As he paused between the jambs, he was now just in the hooded sweatshirt he’d used as a pillow, his shoulders oh, so wide beneath its gray expanse. And considering what the last forty-eight hours had been like, he looked amazingly strong and focused.

Her eyes went to the coffee. So thoughtful. So very thoughtful. “Thank you . . . and sorry. I guess I’m just not used to . . .” A man like him.

“I’ll announce my presence from now on.”

She picked up the mug and took a sip. Perfect—with just the right amount of sugar she liked in it. He’d watched her, she thought. Saw how much she’d added at some point, even though she hadn’t been aware of it. And he’d remembered.

“You lookin’ at me?” When she glanced up, he nodded down at the dossiers. “My picture?”

“Ah . . . yes.” Grier tapped the phrase. “What exactly does this mean?”

He walked over and leaned in. As he stared at the details under his face, the tension in him was palpable, his big body tight all over. “They had to give me a reason.”

“Before you’d kill someone.”

He nodded and began to walk around, going over to the wine bottles. He took one out, looked at the label, returned it . . . moved on to another one.

“What kinds of reasons did they give you?” she asked, well aware that his answers about this meant way too much to her.

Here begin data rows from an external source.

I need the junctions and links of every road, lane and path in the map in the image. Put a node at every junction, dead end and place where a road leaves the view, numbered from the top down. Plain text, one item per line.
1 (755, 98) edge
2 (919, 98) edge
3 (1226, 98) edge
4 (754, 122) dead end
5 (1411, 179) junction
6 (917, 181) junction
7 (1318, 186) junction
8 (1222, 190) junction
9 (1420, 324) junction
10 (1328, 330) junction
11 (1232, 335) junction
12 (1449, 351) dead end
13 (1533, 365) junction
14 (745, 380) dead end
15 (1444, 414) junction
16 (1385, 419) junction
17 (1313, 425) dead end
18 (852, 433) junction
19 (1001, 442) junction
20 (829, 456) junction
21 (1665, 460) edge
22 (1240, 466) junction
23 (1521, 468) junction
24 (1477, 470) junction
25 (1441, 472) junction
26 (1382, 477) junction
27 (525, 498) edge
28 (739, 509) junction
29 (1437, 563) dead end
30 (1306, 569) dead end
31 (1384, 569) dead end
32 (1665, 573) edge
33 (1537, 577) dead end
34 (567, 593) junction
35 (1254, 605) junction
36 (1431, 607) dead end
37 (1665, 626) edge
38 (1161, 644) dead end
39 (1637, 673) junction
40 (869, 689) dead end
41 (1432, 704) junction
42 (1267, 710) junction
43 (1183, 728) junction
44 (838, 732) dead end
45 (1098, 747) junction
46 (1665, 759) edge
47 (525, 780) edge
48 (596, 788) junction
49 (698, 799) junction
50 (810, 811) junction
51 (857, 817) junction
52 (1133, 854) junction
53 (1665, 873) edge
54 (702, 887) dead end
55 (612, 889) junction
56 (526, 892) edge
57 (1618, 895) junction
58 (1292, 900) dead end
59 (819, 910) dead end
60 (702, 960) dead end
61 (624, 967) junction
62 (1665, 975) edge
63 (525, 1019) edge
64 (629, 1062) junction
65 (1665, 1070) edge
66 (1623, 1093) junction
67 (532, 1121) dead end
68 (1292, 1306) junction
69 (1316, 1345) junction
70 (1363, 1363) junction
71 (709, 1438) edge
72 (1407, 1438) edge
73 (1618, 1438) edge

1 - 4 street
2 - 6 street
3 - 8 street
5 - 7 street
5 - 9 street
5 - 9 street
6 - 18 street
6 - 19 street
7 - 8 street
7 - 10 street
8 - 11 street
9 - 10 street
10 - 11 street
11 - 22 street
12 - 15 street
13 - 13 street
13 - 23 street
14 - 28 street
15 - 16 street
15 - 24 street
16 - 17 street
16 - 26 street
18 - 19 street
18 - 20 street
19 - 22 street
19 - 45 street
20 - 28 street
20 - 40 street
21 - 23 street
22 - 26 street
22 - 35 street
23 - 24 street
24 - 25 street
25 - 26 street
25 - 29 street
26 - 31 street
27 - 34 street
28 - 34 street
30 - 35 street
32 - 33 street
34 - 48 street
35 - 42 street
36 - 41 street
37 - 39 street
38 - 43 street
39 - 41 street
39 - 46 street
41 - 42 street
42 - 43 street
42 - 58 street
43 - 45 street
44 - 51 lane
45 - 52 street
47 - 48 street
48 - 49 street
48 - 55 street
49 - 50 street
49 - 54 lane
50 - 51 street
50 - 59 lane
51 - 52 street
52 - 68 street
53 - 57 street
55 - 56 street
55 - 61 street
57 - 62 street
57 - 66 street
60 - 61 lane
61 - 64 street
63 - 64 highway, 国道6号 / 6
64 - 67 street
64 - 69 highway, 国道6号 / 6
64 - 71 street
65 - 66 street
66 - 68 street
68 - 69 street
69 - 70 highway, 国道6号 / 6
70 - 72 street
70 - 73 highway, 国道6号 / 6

He paused with a Bordeaux cradled in his hands. “The kind that made it seem right.”

“Like what.”

His eyes flipped toward her and she had a moment of pause. They were so grim and hollow.

“Tell me,” she whispered.

He put the bottle back. Went a couple of feet farther down the wooden racks. “I only did men. No women. There were some who could do the females, but not me. And I’m not going to give you specific examples, but the political-affiliation nonsense just wasn’t enough for me. You kill a bunch of people or rape some women or blow some shi—er, stuff . . . up? Very different story. And I needed to see some proof with my own eyes—video, photograph . . . bodies that were marked.”

“Did you ever refuse an assignment?”

“Yes.”

“So you wouldn’t have killed my brother.”

“Never,” he said without hesitation. “And they wouldn’t have even asked me. The way Matthias saw it, I was a weapon that worked under prescribed circumstances, and he took me out of his holster at appropriate times. And you know . . . I realized I had to leave XOps when it dawned on me that I was no different from the people I was killing. They’d all felt as if whatever atrocities they were committing were justifiable. Well, so did I and that made us mirror images of each other really. Sure, an objective viewpoint would have agreed with me over them, but that wasn’t enough.”

Grier let out a long exhale. He was what she’d always believed in, she thought.